One completed oocyte retrieval could result in many IVF, GIFT, ZIFT
or ICSI procedures. There is no limit on the number of procedures,
including less invasive procedures such as artificial insemination. The
only limitations are on the number of completed oocyte retrievals.
Once the final covered oocyte retrieval is completed, one subsequent
procedure (IVF, GIFT, ZIFT, or ICSI) used to transfer the oocytes or
sperm is covered. After that, the benefit is maxed out and no further
benefits are available under the law.
Oocyte retrievals are per lifetime of the individual. If you had a
completed oocyte retrieval in the past that was paid for by another
carrier, or not covered by insurance, it still counts toward your
lifetime maximum under the law.
Exclusions
Your group insurance or HMO plan does not have to pay for:
- Costs incurred for reversing a tubal ligation or vasectomy
- Costs for services rendered to a surrogate, however, costs for
procedures to obtain eggs, sperm or embryos from a covered individual
shall be covered if the individual chooses to use a surrogate and if the
individual has not exhausted benefits for completed oocytes retrievals
- Costs of preserving and storing sperm, eggs and embryos
- Costs for an egg or sperm donor which are not medically necessary;
any fees for non-medical services paid to the donor are not covered
under the law
- Experimental treatments
- Costs for procedures which violate the religious and moral teachings or beliefs of the insurance company or covered group
Permissible Exclusions
- Reversal of voluntary sterilization; however, in the event a
voluntary sterilization is successfully reversed, infertility benefits
shall be available if the covered individual's diagnosis meets the
definition of "infertility".
- Payment for services rendered to a surrogate (however, costs for
procedures to obtain eggs, sperm or embryos from a covered individual
shall be covered if the individual chooses to use a surrogate);
- Costs associated with cryo preservation and storage of sperm, eggs,
and embryos; provided, however, subsequent procedures of a medical
nature necessary to make use of the cryo preserved substance shall not
be similarly excluded if deemed non-experimental and
non-investigational;
- Selected termination of an embryo; provided, however, that where the
life of the mother would be in danger were all embryos to be carried to
full term, said termination shall be covered;
- Non-medical costs of an egg or sperm donor;
- Travel costs for travel within 100 miles of the insured's or
member's home address as filed with the insurer or health maintenance
organization, travel costs not medically necessary, not mandated or
required by the insurer or health maintenance organization;
- Infertility treatments deemed experimental in nature.

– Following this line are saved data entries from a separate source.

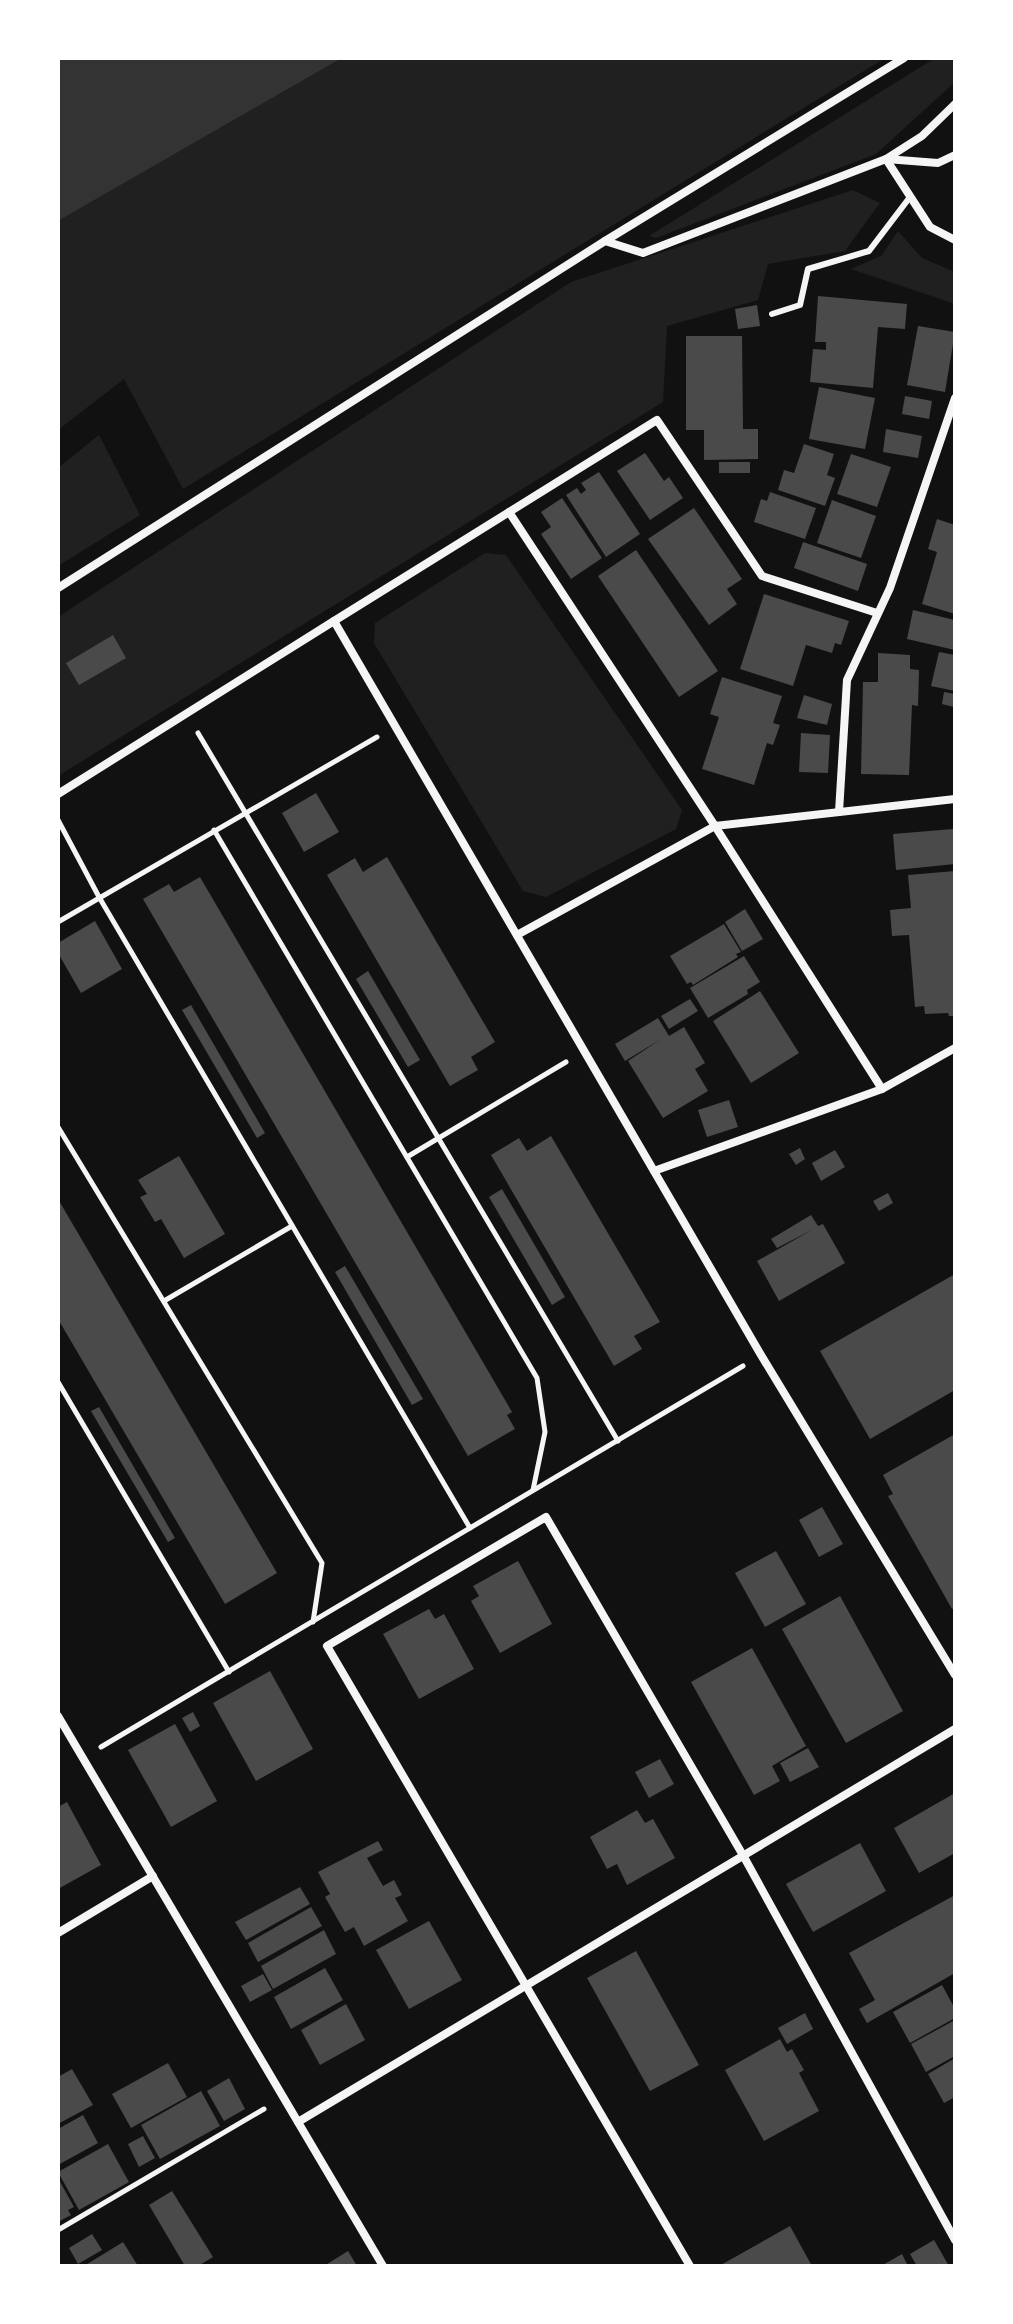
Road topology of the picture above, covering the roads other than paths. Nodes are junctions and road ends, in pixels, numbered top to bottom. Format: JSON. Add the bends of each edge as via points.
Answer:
{"nodes":[{"id":1,"x":904,"y":58,"type":"edge"},
{"id":2,"x":955,"y":104,"type":"edge"},
{"id":3,"x":955,"y":155,"type":"edge"},
{"id":4,"x":886,"y":159,"type":"junction"},
{"id":5,"x":910,"y":197,"type":"junction"},
{"id":6,"x":955,"y":240,"type":"edge"},
{"id":7,"x":605,"y":241,"type":"junction"},
{"id":8,"x":772,"y":314,"type":"dead end"},
{"id":9,"x":955,"y":398,"type":"edge"},
{"id":10,"x":509,"y":512,"type":"junction"},
{"id":11,"x":58,"y":588,"type":"edge"},
{"id":12,"x":877,"y":613,"type":"junction"},
{"id":13,"x":334,"y":621,"type":"junction"},
{"id":14,"x":58,"y":794,"type":"edge"},
{"id":15,"x":955,"y":799,"type":"edge"},
{"id":16,"x":839,"y":812,"type":"junction"},
{"id":17,"x":715,"y":826,"type":"junction"},
{"id":18,"x":517,"y":935,"type":"junction"},
{"id":19,"x":955,"y":1048,"type":"edge"},
{"id":20,"x":882,"y":1089,"type":"junction"},
{"id":21,"x":654,"y":1171,"type":"junction"},
{"id":22,"x":955,"y":1675,"type":"edge"},
{"id":23,"x":58,"y":1716,"type":"edge"},
{"id":24,"x":955,"y":1729,"type":"edge"},
{"id":25,"x":744,"y":1857,"type":"junction"},
{"id":26,"x":153,"y":1876,"type":"junction"},
{"id":27,"x":58,"y":1933,"type":"edge"},
{"id":28,"x":526,"y":1985,"type":"junction"},
{"id":29,"x":298,"y":2122,"type":"junction"},
{"id":30,"x":955,"y":2240,"type":"edge"},
{"id":31,"x":383,"y":2266,"type":"edge"},
{"id":32,"x":690,"y":2266,"type":"edge"}],
"edges":[{"from":1,"to":7,"type":"street"},
{"from":2,"to":4,"type":"street","via":[[922,136]]},
{"from":3,"to":4,"type":"street","via":[[938,163]]},
{"from":4,"to":5,"type":"street"},
{"from":4,"to":7,"type":"street","via":[[643,253]]},
{"from":5,"to":6,"type":"street","via":[[930,227]]},
{"from":5,"to":8,"type":"lane","via":[[869,251],[808,269],[800,305]]},
{"from":7,"to":11,"type":"street"},
{"from":9,"to":12,"type":"street"},
{"from":10,"to":12,"type":"street","via":[[657,420],[762,576]]},
{"from":10,"to":13,"type":"street"},
{"from":10,"to":17,"type":"street"},
{"from":12,"to":16,"type":"street","via":[[847,680]]},
{"from":13,"to":14,"type":"street"},
{"from":13,"to":18,"type":"street"},
{"from":15,"to":16,"type":"street"},
{"from":16,"to":17,"type":"street"},
{"from":17,"to":18,"type":"street"},
{"from":17,"to":20,"type":"street"},
{"from":18,"to":21,"type":"street"},
{"from":19,"to":20,"type":"street"},
{"from":20,"to":21,"type":"street"},
{"from":21,"to":22,"type":"street"},
{"from":23,"to":26,"type":"street"},
{"from":24,"to":25,"type":"street"},
{"from":25,"to":28,"type":"street"},
{"from":25,"to":28,"type":"street","via":[[546,1517],[532,1525],[327,1646]]},
{"from":25,"to":30,"type":"street"},
{"from":26,"to":27,"type":"street"},
{"from":26,"to":29,"type":"street"},
{"from":28,"to":29,"type":"street"},
{"from":28,"to":32,"type":"street"},
{"from":29,"to":31,"type":"street"}]}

However, where
infertility treatment includes elements which are not experimental in
nature along with those which are, to the extent services may be
delineated and separately charged, those services which are not
experimental in nature shall be covered.
No insurer or HMO required to provide infertility coverage shall deny
reimbursement for an infertility service or procedure on the basis that
such service or procedure is deemed experimental or investigational
unless supported by the written determination of the American Society
for Reproductive Medicine (formerly known as the American Fertility
Society or the American College of Obstetrics). These entities will
provide such determinations for specific procedures or treatments only
and will not provide determinations on the appropriateness of a
procedure or treatment for a specific individual.
Coverage is required for all procedures specifically listed in Section
356m of the Illinois Insurance Code, entitled Infertility Coverage [215
ILCS 5/356m], regardless of experimental status; - Infertility treatments rendered to dependents under the age of 18.